Once again the federal Nuclear Regulatory Commission appears ready to dismiss the health and safety of citizens in favor of keeping change in the pocket of Entergy Nuclear Corp.
Several Vermont Yankee supporters wrote letters answering this editorial. This blog is proud to feature some of their letters.
Editorial about Vermont Yankee paints unfair picture, doesn’t fit the facts
By Richard January, Jaffrey NH
While presuming to claim the high ground of public safety, your editorial (“NRC backs Entergy bid to turn off emergency data system at Vermont Yankee,” May 20) throws unnecessary, inaccurate accusations.
Your editorial paints a picture of federal neglect and corporate greed that doesn’t fit the facts. You say “the federal Nuclear Regulatory Commission appears ready to dismiss the health and safety of citizens in favor of keeping change in the pocket of Entergy.” If federal regulators and the nuclear industry are as cozy as you suggest, how do you explain that in the 50-plus year history of U.S. nuclear power industry has there never been a single radiation-related fatality? Just lucky? Closer to home, how do you explain Vermont Yankee’s outstanding employee and public health and safety record, earned under the scrutiny of onsite NRC inspectors and a transparent, mandatory event reporting system? The obvious answer is that clearly someone – indeed a well-trained, committed, 42 year army of dedicated professionals – has been doing the vital job of nuclear safety extremely well. Does the Sentinel truly think that, having protected plant workers and neighbors during 42 years of splitting atoms, the NRC and Vermont Yankee will now fail to safely store cooling spent fuel?
What’s really happening here is that the State of Vermont, having already been told in two federal courtrooms they do not have credible arguments to encroach on the federal prerogative of nuclear safety, is yet trying again. At least they are consistent, as are the Federal nuclear overseers who are saying, “thanks, but we are confident in our regulations and we are satisfied Vermont Yankee will be safe.” I for one will sleep safer at night in New Hampshire knowing spent fuel storage is overseen by skilled, impartial, well-funded, successful Federal inspectors, rather than from a state capitol with little technical expertise, but with a big chip on its shoulder and an even bigger chronic budget deficit.

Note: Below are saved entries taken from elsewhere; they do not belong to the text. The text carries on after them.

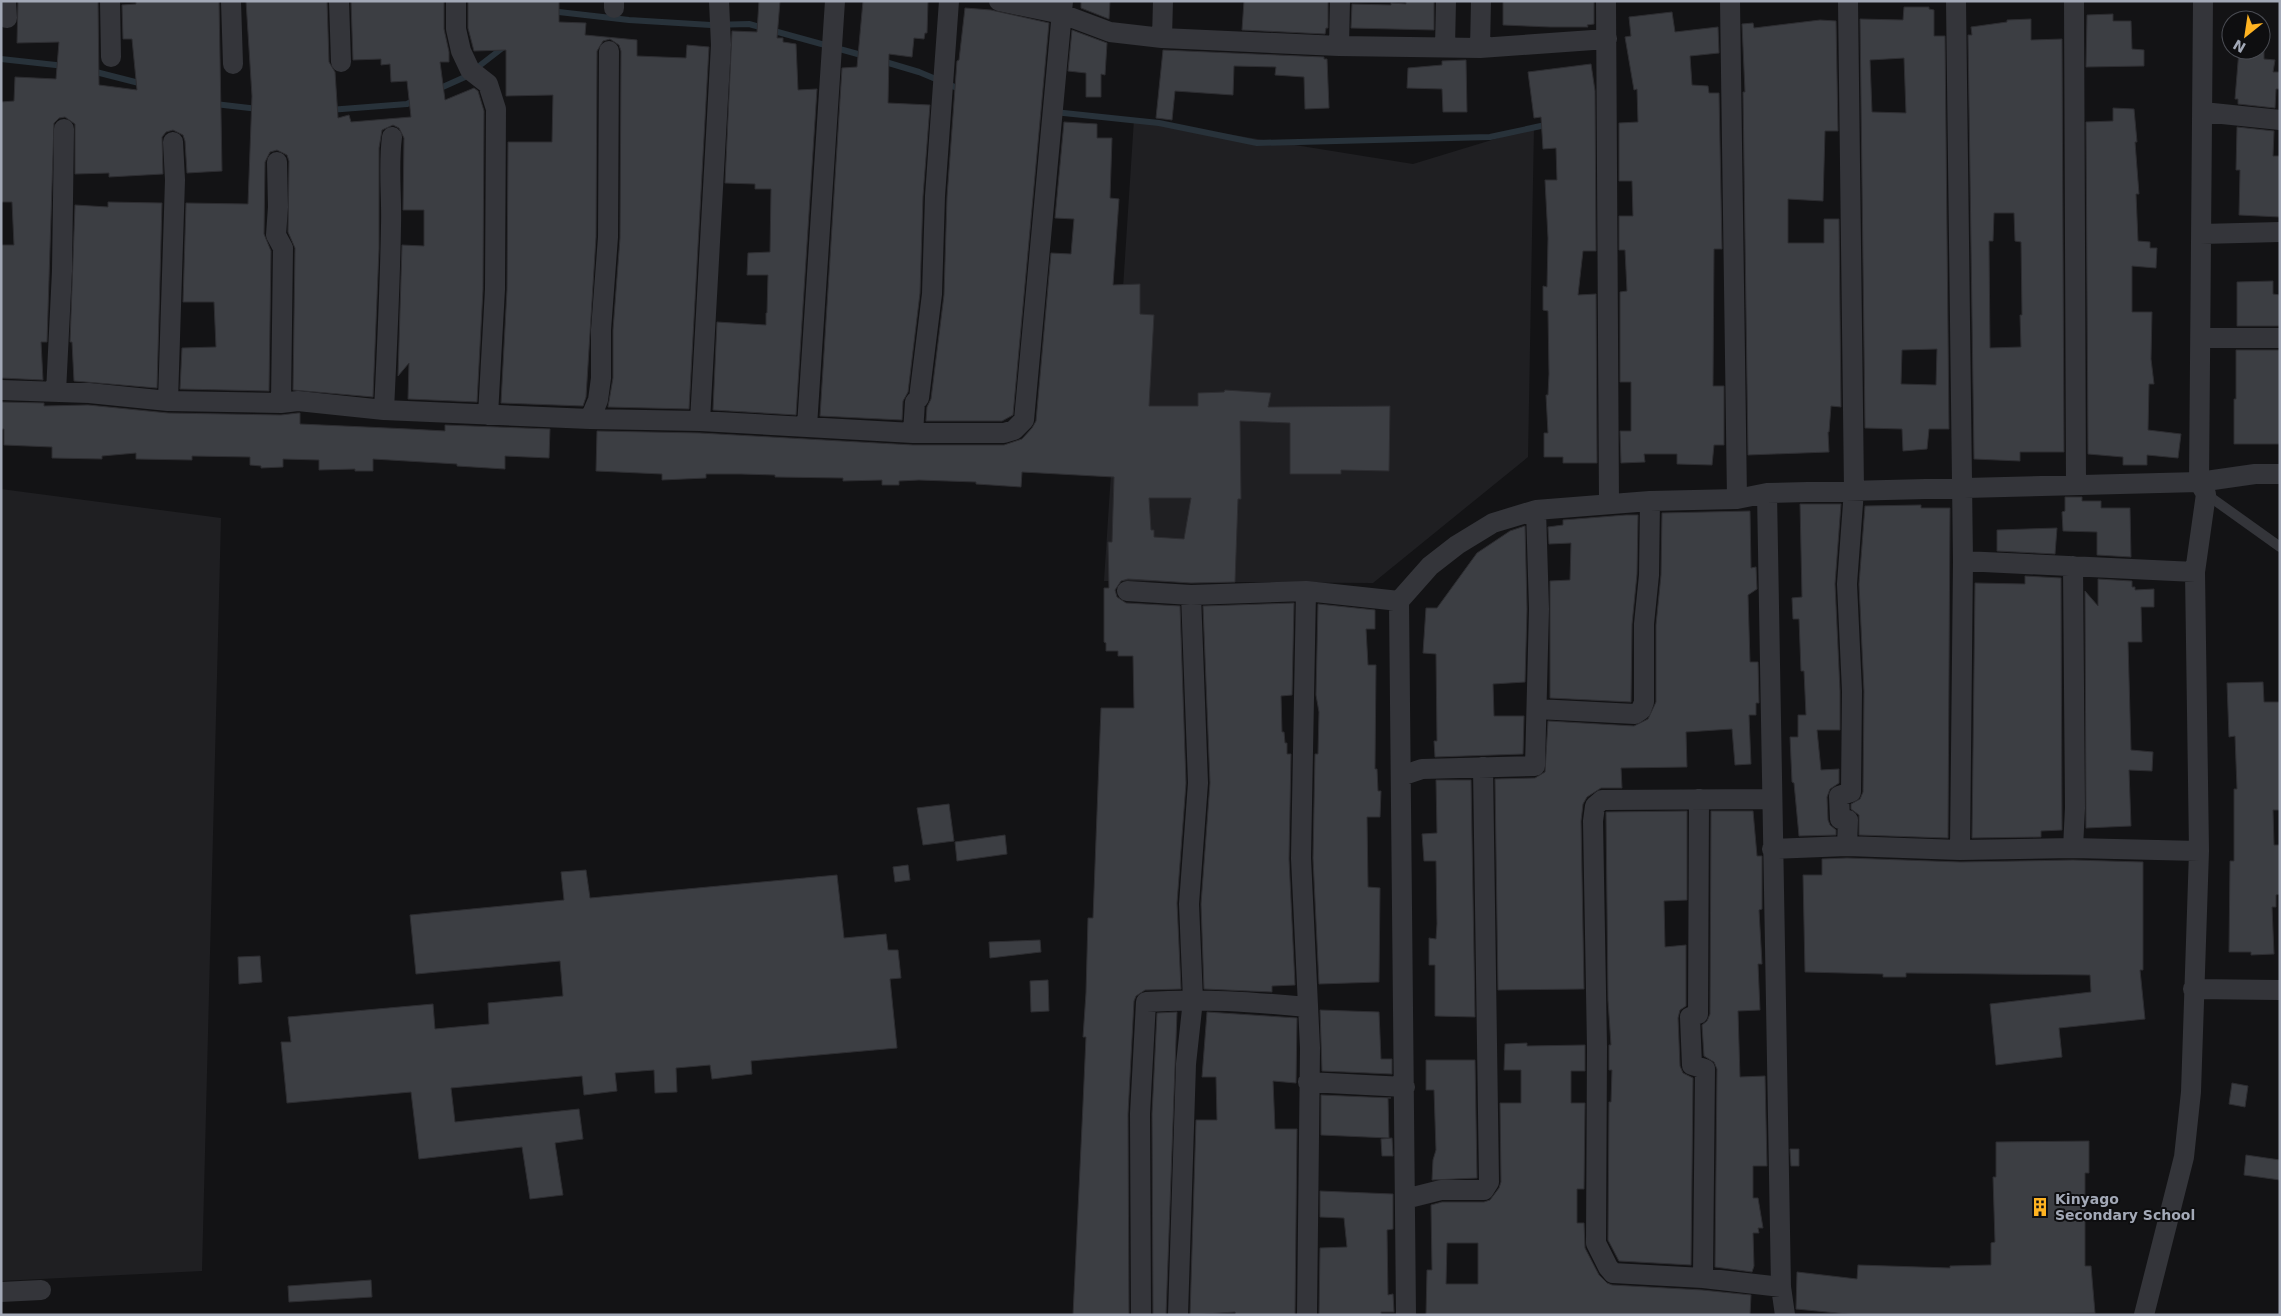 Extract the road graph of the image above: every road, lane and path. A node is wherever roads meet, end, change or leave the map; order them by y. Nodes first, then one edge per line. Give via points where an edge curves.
1 (110, 1) edge
2 (231, 1) edge
3 (339, 1) edge
4 (456, 1) edge
5 (835, 1) edge
6 (949, 1) edge
7 (999, 1) edge
8 (1162, 1) edge
9 (1340, 1) edge
10 (1446, 1) edge
11 (1481, 1) edge
12 (1606, 1) edge
13 (1730, 1) edge
14 (1848, 1) edge
15 (1956, 1) edge
16 (2074, 1) edge
17 (2203, 1) edge
18 (719, 8) edge
19 (1063, 8) edge
20 (1162, 38) junction
21 (1608, 39) junction
22 (1339, 46) junction
23 (1445, 47) junction
24 (1480, 48) junction
25 (609, 51) dead end
26 (111, 56) dead end
27 (341, 62) dead end
28 (233, 64) dead end
29 (2203, 112) junction
30 (2280, 120) edge
31 (64, 129) dead end
32 (392, 138) dead end
33 (173, 142) dead end
34 (277, 162) dead end
35 (2280, 232) edge
36 (2201, 234) junction
37 (2202, 338) junction
38 (2280, 338) edge
39 (1, 390) edge
40 (56, 392) junction
41 (168, 401) junction
42 (281, 404) junction
43 (384, 410) junction
44 (488, 415) junction
45 (590, 419) junction
46 (700, 421) junction
47 (807, 426) junction
48 (913, 433) junction
49 (2280, 474) edge
50 (2076, 485) junction
51 (1962, 488) junction
52 (2203, 488) junction
53 (1854, 490) junction
54 (1766, 493) junction
55 (1737, 499) junction
56 (1650, 501) junction
57 (1609, 504) junction
58 (1536, 510) junction
59 (2280, 547) edge
60 (1963, 561) junction
61 (2073, 566) junction
62 (2196, 572) junction
63 (1127, 591) dead end
64 (1306, 591) junction
65 (1191, 595) junction
66 (1399, 601) junction
67 (1537, 709) junction
68 (1484, 767) junction
69 (1401, 776) junction
70 (1699, 799) junction
71 (1771, 799) junction
72 (1847, 846) junction
73 (2073, 848) junction
74 (1772, 849) junction
75 (1960, 850) junction
76 (2199, 851) junction
77 (2193, 989) junction
78 (2280, 990) edge
79 (1193, 1000) junction
80 (1307, 1007) junction
81 (1308, 1082) junction
82 (1405, 1087) junction
83 (1405, 1199) junction
84 (1703, 1278) junction
85 (1781, 1287) junction
86 (42, 1290) dead end
87 (1, 1292) edge
88 (1141, 1315) edge
89 (1178, 1315) edge
90 (1307, 1315) edge
91 (1406, 1315) edge
92 (1784, 1315) edge
93 (2144, 1315) edge

1 - 26 street
2 - 28 street
3 - 27 street
4 - 44 street via 461,51 474,72 488,84 496,109 495,289
5 - 47 street
6 - 48 street via 935,196 932,294
7 - 19 street
8 - 20 street
9 - 22 street
10 - 23 street
11 - 24 street
12 - 21 street
13 - 55 street
14 - 53 street
15 - 51 street
16 - 50 street
17 - 29 street
18 - 46 street via 721,45
19 - 20 street via 1110,32
19 - 48 street via 1024,420 1014,430 1004,433
20 - 22 street
21 - 24 street
21 - 57 street
22 - 23 street
23 - 24 street
25 - 45 street via 608,237 601,378 598,400
29 - 30 street
29 - 36 street
31 - 40 street
32 - 43 street
33 - 41 street via 175,180
34 - 42 street via 276,235 283,248
35 - 36 street
36 - 37 street
37 - 38 street
37 - 52 street
39 - 40 street
40 - 41 street
41 - 42 street
42 - 43 street via 298,401
43 - 44 street
44 - 45 street
45 - 46 street
46 - 47 street
47 - 48 street
49 - 52 street via 2255,474
50 - 51 street
50 - 52 street
51 - 53 street
51 - 60 street
52 - 59 lane
52 - 62 street
53 - 54 street
53 - 72 street via 1847,584 1852,691 1851,792 1839,796 1840,819 1848,820
54 - 55 street
54 - 71 street
55 - 56 street
56 - 57 street
56 - 67 street via 1642,710 1635,714
57 - 58 street
58 - 66 street via 1493,523 1457,545 1430,566
58 - 67 street
60 - 61 street
60 - 75 street
61 - 62 street
61 - 73 street
62 - 76 street
63 - 65 street
64 - 65 street
64 - 66 street
64 - 80 street via 1301,858
65 - 79 street via 1198,783 1189,904
66 - 69 street
67 - 68 street via 1535,766
68 - 69 street via 1422,769
68 - 83 street via 1489,1182 1484,1190 1441,1190
69 - 82 street
70 - 71 street
70 - 84 street via 1698,1014 1690,1018 1692,1065 1705,1069
70 - 84 street via 1602,800 1595,806 1596,1243 1614,1273
71 - 74 street
72 - 74 street
72 - 75 street
73 - 75 street
73 - 76 street
74 - 85 street
76 - 77 street
77 - 78 street
77 - 93 street via 2191,1092 2184,1157
79 - 80 street
79 - 88 street via 1146,1002 1140,1114
79 - 89 street via 1186,1064
80 - 81 street
81 - 82 street
81 - 90 street
82 - 83 street
83 - 91 street
84 - 85 street
85 - 92 street
86 - 87 street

Which brings us to the subject of money. Your charge of corporate greed is superficial and manifestly untrue. When Entergy bought the plant in 2002, it agreed to provide Vermont utilities with constant, 24/7 four-cent per kilowatt hour power (dirt cheap) for 10 years, and to share revenue on out of state sales – yielding about $20 million to utilities last year. Over the years Vermont Yankee has averaged millions of dollars of annual cash and donations of in-kind equipment and manhours to the nearby tri-state area. In the December 2013 settlement agreement, Vermont Yankee agreed to pay the State of Vermont tens of millions of dollars for state taxes, local economic development, and renewable power – after the company beat the State in Federal court and didn’t need to offer a financial olive branch of any kind or size.
As if this wasn’t already proof enough of high-road financial dealing, Entergy then agreed to privately borrow $145 million to pay for the transfer of its fuel from the spent fuel pool to dry cask storage, rather than withdraw it from the decommissioning trust fund! One important reason: if decommissioning is to happen promptly, the trust fund must be left as whole as possible and allowed to grow as fast as possible. And that’s why it makes no financial sense to pay $120 million to maintain the emergency response organization at operational-plant levels. But more important it also makes no safety sense.

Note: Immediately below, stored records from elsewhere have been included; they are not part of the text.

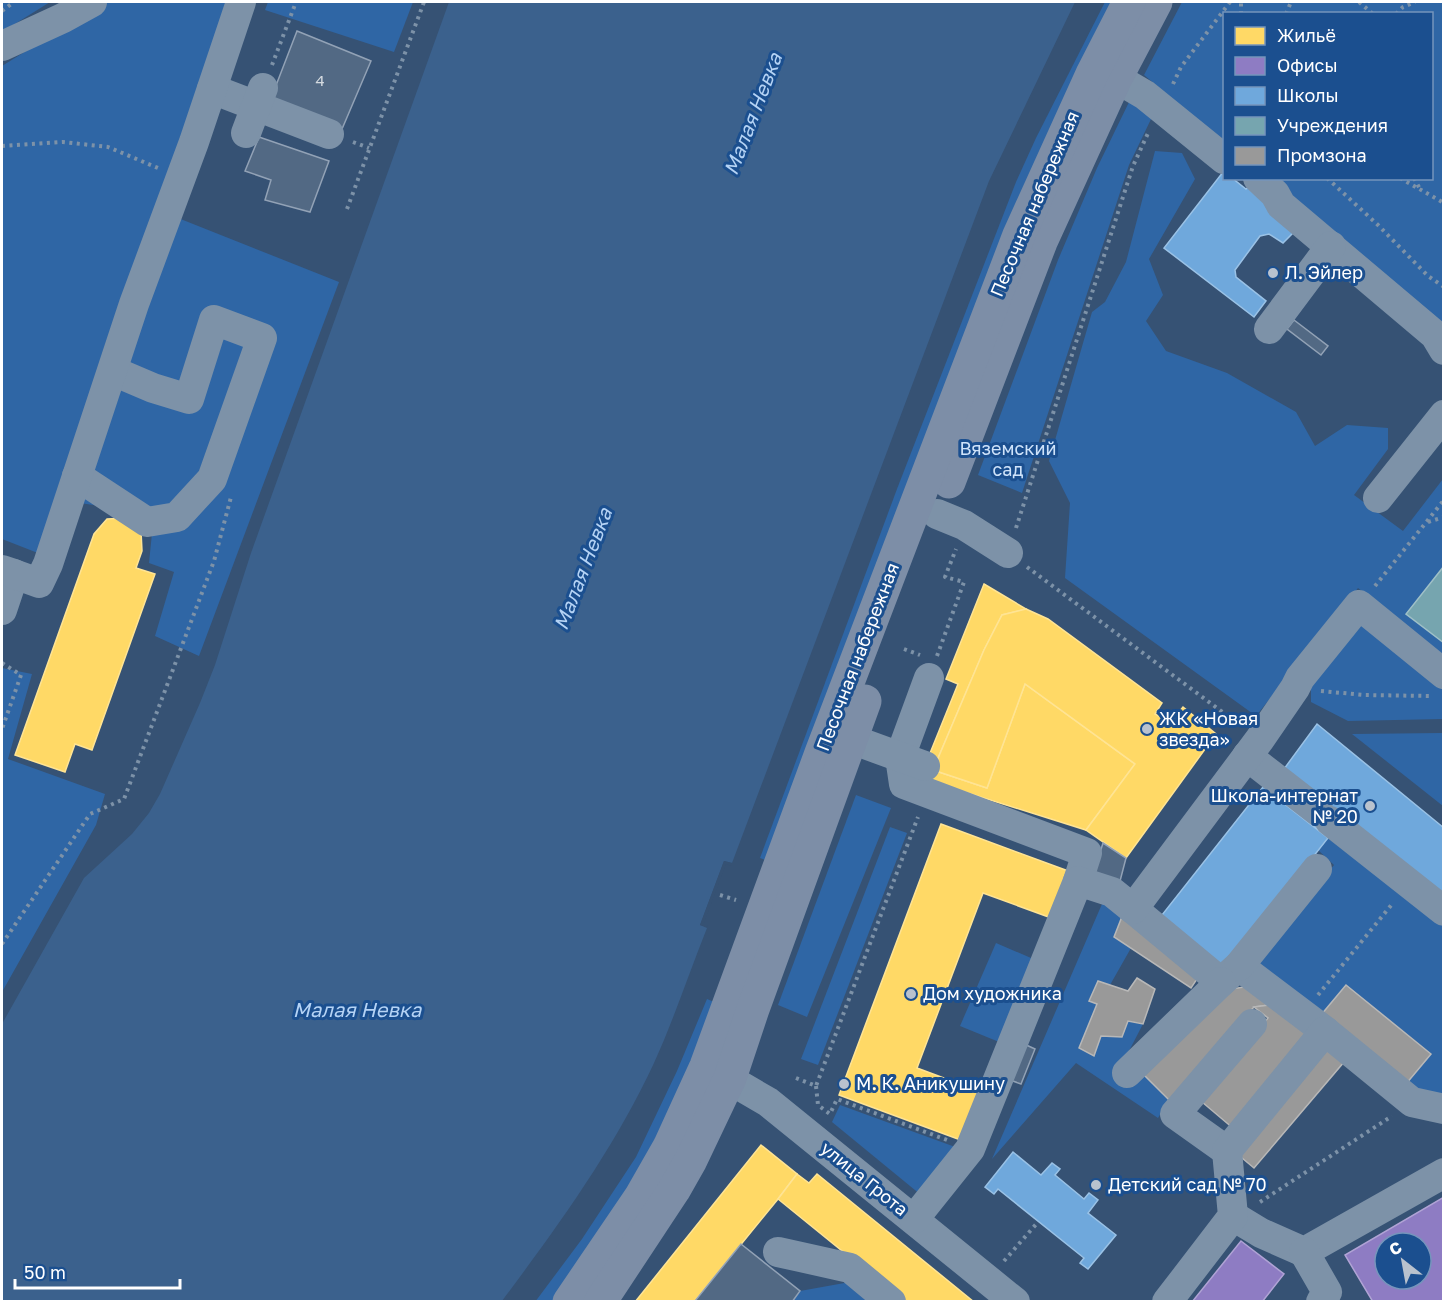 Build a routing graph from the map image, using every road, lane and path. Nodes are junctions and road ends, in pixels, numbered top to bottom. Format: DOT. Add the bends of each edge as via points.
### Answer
graph roads {
  1 [pos="14,2"];
  2 [pos="92,2"];
  3 [pos="241,2"];
  4 [pos="296,2"];
  5 [pos="424,2"];
  6 [pos="1129,2"];
  7 [pos="1156,2"];
  8 [pos="1230,2"];
  9 [pos="1359,2"];
  10 [pos="1415,2"];
  11 [pos="2,11"];
  12 [pos="1371,12"];
  13 [pos="1398,12"];
  14 [pos="2,46"];
  15 [pos="1116,78"];
  16 [pos="212,89"];
  17 [pos="1160,108"];
  18 [pos="255,109"];
  19 [pos="329,134"];
  20 [pos="2,147"];
  21 [pos="1223,158"];
  22 [pos="181,178"];
  23 [pos="1260,180"];
  24 [pos="1329,180"];
  25 [pos="1403,180"];
  26 [pos="1415,180"];
  27 [pos="1421,191"];
  28 [pos="1443,203"];
  29 [pos="347,209"];
  30 [pos="1331,246"];
  31 [pos="1443,287"];
  32 [pos="1269,329"];
  33 [pos="1443,350"];
  34 [pos="114,371"];
  35 [pos="189,399"];
  36 [pos="236,411"];
  37 [pos="1443,415"];
  38 [pos="77,476"];
  39 [pos="232,495"];
  40 [pos="1378,498"];
  41 [pos="1443,500"];
  42 [pos="1443,517"];
  43 [pos="950,520"];
  44 [pos="1427,523"];
  45 [pos="1008,553"];
  46 [pos="8,572"];
  47 [pos="1359,605"];
  48 [pos="2,610"];
  49 [pos="2,663"];
  50 [pos="929,678"];
  51 [pos="1438,685"];
  52 [pos="1295,688"];
  53 [pos="2,729"];
  54 [pos="850,740"];
  55 [pos="1254,748"];
  56 [pos="912,761"];
  57 [pos="919,815"];
  58 [pos="1317,869"];
  59 [pos="1078,881"];
  60 [pos="1409,884"];
  61 [pos="720,895"];
  62 [pos="736,900"];
  63 [pos="1133,909"];
  64 [pos="1443,911"];
  65 [pos="2,944"];
  66 [pos="1230,974"];
  67 [pos="1313,1023"];
  68 [pos="1252,1024"];
  69 [pos="718,1072"];
  70 [pos="1127,1073"];
  71 [pos="796,1078"];
  72 [pos="816,1086"];
  73 [pos="1412,1102"];
  74 [pos="1443,1110"];
  75 [pos="970,1149"];
  76 [pos="1227,1151"];
  77 [pos="1443,1173"];
  78 [pos="1233,1216"];
  79 [pos="914,1219"];
  80 [pos="1038,1222"];
  81 [pos="778,1252"];
  82 [pos="1304,1252"];
  83 [pos="1000,1267"];
  84 [pos="569,1302"];
  85 [pos="600,1302"];
  86 [pos="891,1302"];
  87 [pos="1015,1302"];
  88 [pos="1167,1302"];
  89 [pos="1321,1302"];
  1 -- 11 [label="path"];
  2 -- 14 [label="street"];
  3 -- 16 [label="street"];
  4 -- 18 [label="path"];
  5 -- 29 [label="path"];
  6 -- 69 [label="main road, Песочная набережная" via="1019,235 821,753"];
  7 -- 15 [label="main road, Песочная набережная"];
  8 -- 17 [label="path" via="1181,67"];
  9 -- 12 [label="path"];
  10 -- 13 [label="path"];
  15 -- 17 [label="street"];
  15 -- 43 [label="main road, Песочная набережная" via="1041,242"];
  16 -- 18 [label="street"];
  16 -- 22 [label="street"];
  17 -- 21 [label="street"];
  17 -- 45 [label="path" via="1133,166"];
  18 -- 19 [label="street"];
  20 -- 22 [label="path" via="63,142 108,147"];
  22 -- 34 [label="street" via="134,304"];
  23 -- 30 [label="street" via="1281,205"];
  24 -- 31 [label="path"];
  25 -- 27 [label="path"];
  26 -- 27 [label="path"];
  27 -- 28 [label="path"];
  30 -- 32 [label="street"];
  30 -- 33 [label="street" via="1435,335"];
  34 -- 35 [label="street"];
  34 -- 38 [label="street"];
  35 -- 36 [label="street"];
  35 -- 36 [label="street" via="214,320 262,338"];
  36 -- 38 [label="street" via="212,478 177,517 147,522"];
  37 -- 40 [label="street"];
  38 -- 46 [label="street" via="39,583"];
  39 -- 65 [label="path" via="214,561 124,799 90,814"];
  41 -- 44 [label="path"];
  42 -- 44 [label="path"];
  43 -- 45 [label="street"];
  43 -- 50 [label="path" via="945,577 964,582"];
  43 -- 54 [label="main road, Песочная набережная"];
  44 -- 47 [label="path"];
  45 -- 55 [label="path"];
  46 -- 48 [label="street"];
  47 -- 51 [label="street"];
  47 -- 52 [label="street"];
  49 -- 53 [label="path" via="21,675"];
  50 -- 56 [label="street"];
  51 -- 52 [label="path" via="1364,695"];
  52 -- 55 [label="street"];
  54 -- 56 [label="street"];
  54 -- 69 [label="main road, Песочная набережная"];
  55 -- 60 [label="street" via="1325,816"];
  55 -- 63 [label="street"];
  56 -- 59 [label="street" via="904,784 1087,853"];
  57 -- 72 [label="path"];
  58 -- 66 [label="street"];
  59 -- 63 [label="street" via="1112,892"];
  59 -- 75 [label="street"];
  60 -- 64 [label="street"];
  60 -- 67 [label="path"];
  61 -- 62 [label="path"];
  63 -- 66 [label="street"];
  66 -- 67 [label="street"];
  66 -- 70 [label="street"];
  67 -- 73 [label="street"];
  67 -- 76 [label="street"];
  68 -- 76 [label="street" via="1175,1114"];
  69 -- 79 [label="street, улица Грота" via="768,1102"];
  69 -- 84 [label="main road, Песочная набережная"];
  69 -- 85 [label="main road, Песочная набережная" via="691,1160"];
  71 -- 72 [label="path"];
  72 -- 75 [label="path" via="818,1105 830,1114 837,1099"];
  73 -- 74 [label="street"];
  73 -- 78 [label="path" via="1271,1197"];
  75 -- 79 [label="street"];
  76 -- 78 [label="street"];
  77 -- 82 [label="street"];
  78 -- 82 [label="street"];
  78 -- 88 [label="street"];
  79 -- 87 [label="street, улица Грота"];
  80 -- 83 [label="path"];
  81 -- 86 [label="street" via="850,1268"];
  82 -- 89 [label="street" via="1327,1292"];
}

The old emergency response system provided a necessary tri-state response in the event of a worst-case accident at an operational nuclear power plant. In other words – it’s inappropriate! Vermont Yankee’s reactor is inoperative, the fuel is cooling in the pool, and the threat levels and response times are just not the same. In particular the Emergency Response Data System (ERDS) that the Sentinel insists be maintained is to provide data regarding an operating nuclear reactor gone awry. That’s just not going to happen. Vermont Yankee's new, multi-million dollar plan is a robust and compliant emergency plan, keeps qualified emergency response officers onsite, provides for community notification, and also won’t go into effect for more than a year from now.
The professionals at the NRC, including the independent Atomic Safety and Licensing Board (ASLB), have, in the opinion of this retired nuclear engineer, made the safe, prudent call. Appeals may be filed. But I think the State of Vermont, and perhaps the Sentinel as well, might want to stand guard over the safe, prompt decommissioning of the plant, rather than play delaying games that do nothing for safety, cost everyone more, and push back decommissioning’s start date.
Richard January recently retired from his position as Senior Lead Engineer at Vermont Yankee Nuclear Power Station. His 42 year career started at Stone and Webster Engineering Corporation designing new fossil and nuclear plants. He worked 35 years at Vermont Yankee.